Calcium chloride hexahydrate based composite phase change/thermochemical material for wide-temperature range passive battery thermal management

Abstract

Battery, as the core of the electric vehicle, needs to be thermally managed and protected to avoid decreased performance and thermal runaway. In this study, calcium chloride hexahydrate based composite phase change materials are developed for passive battery thermal management and thermal protection. The composite phase change materials achieve wide-temperature range thermal management based on their high energy density, including 84.89 ∼ 195.5 J/g for pre-heating between 0 and 10 ℃, 99.93 ∼ 179.2 J/g for operation cooling between 25 and 50 ℃, and 326 ∼ 699.5 J/g for thermal runaway elimination between 50 and 120 ℃. Using ceramic fibre as a support material, strontium chloride hexahydrate as a nucleating agent, and hydroxylated cellulose nanofiber to improve the form stability of calcium chloride hexahydrate, the phase transition temperature is increased to 37.1 °C, which meets thermal management requirements.

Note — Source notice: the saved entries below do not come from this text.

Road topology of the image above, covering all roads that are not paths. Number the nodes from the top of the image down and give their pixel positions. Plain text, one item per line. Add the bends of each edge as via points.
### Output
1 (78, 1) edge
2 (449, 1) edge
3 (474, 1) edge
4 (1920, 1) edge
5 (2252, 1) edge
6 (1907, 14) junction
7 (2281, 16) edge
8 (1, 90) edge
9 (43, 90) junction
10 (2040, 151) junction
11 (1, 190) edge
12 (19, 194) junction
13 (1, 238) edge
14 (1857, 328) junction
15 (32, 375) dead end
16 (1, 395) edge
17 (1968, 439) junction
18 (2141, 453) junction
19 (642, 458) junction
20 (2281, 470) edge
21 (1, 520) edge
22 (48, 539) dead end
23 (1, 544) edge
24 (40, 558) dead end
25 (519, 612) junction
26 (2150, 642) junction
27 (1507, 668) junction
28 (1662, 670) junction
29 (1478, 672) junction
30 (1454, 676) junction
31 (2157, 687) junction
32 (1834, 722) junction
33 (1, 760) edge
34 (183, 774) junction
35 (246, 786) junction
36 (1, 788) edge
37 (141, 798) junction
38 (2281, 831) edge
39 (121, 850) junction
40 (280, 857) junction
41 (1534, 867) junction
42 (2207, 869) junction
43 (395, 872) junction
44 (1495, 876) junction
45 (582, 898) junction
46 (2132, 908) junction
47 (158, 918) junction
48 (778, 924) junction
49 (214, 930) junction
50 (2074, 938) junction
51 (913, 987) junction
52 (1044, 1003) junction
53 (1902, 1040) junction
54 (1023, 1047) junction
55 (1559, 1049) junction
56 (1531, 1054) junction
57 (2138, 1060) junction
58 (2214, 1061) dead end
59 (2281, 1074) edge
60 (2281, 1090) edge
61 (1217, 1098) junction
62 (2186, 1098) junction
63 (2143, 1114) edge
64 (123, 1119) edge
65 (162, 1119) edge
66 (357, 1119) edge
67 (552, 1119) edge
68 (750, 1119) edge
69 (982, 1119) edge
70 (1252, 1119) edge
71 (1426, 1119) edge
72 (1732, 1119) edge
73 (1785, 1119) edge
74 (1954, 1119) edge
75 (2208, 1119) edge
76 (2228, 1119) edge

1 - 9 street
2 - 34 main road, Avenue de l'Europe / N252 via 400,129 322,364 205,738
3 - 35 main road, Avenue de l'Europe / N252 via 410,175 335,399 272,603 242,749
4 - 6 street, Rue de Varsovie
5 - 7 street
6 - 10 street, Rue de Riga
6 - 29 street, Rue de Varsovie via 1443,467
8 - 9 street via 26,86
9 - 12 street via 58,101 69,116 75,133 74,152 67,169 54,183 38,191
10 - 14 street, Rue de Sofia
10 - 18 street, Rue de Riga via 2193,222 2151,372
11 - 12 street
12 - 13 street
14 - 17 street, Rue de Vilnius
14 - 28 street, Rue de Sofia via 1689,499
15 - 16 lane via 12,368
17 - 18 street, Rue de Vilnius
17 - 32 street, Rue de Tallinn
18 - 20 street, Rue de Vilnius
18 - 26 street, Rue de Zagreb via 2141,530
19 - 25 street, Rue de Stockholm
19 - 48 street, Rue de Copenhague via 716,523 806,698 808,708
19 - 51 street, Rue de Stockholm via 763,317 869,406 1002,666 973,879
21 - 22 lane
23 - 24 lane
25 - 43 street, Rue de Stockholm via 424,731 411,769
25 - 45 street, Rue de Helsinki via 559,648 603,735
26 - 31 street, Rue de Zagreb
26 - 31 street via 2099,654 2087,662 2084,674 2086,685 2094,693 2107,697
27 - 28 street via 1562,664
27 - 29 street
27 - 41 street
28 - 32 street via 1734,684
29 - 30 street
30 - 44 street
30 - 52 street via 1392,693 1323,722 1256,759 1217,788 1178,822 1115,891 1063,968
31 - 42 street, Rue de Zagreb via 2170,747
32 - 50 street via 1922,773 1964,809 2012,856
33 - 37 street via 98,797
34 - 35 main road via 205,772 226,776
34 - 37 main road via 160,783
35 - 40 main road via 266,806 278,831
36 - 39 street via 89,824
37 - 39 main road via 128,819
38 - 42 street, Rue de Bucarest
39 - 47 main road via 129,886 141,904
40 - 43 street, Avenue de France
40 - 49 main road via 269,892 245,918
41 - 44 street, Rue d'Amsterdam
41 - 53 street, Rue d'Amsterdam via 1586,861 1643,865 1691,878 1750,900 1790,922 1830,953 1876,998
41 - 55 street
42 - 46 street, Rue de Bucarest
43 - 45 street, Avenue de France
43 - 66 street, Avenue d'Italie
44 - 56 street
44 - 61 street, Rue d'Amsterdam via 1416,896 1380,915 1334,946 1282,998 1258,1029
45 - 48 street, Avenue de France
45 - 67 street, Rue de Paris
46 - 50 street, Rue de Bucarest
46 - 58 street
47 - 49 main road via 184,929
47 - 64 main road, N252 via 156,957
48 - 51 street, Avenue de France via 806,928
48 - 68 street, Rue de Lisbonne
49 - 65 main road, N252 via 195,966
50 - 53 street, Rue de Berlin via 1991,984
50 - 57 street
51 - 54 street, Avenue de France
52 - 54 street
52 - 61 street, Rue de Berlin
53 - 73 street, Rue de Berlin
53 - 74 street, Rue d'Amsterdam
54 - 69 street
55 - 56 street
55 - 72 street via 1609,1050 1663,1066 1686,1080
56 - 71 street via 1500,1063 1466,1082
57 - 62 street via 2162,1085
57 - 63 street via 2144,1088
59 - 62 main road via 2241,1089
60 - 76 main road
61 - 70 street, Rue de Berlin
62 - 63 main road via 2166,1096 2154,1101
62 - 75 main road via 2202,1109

The unique dendrite structure provided by crystalline phase change material and the cross-linked fibre network enhances the tensile strength of the composite to 2.97 MPa. Compared with typical battery wrapping material, Polyvinyl chloride, the battery module based on the developed composite phase change material can reduce the peak temperature and temperature difference during operation cooling by up to 34.9 % and 50.7 %, respectively. In addition, the composite phase change material also provides excellent flame retardancy, with a limiting oxygen index value of 100 % unburned and UL-94 grade reaching V0. In the case of battery thermal runaway, the composite phase change material can absorb the 37,730 J of energy released by the first battery and eliminate the thermal runaway. The results show that the prepared composite phase change material has high performance thermal management and thermal protection, with the advantage of low cost.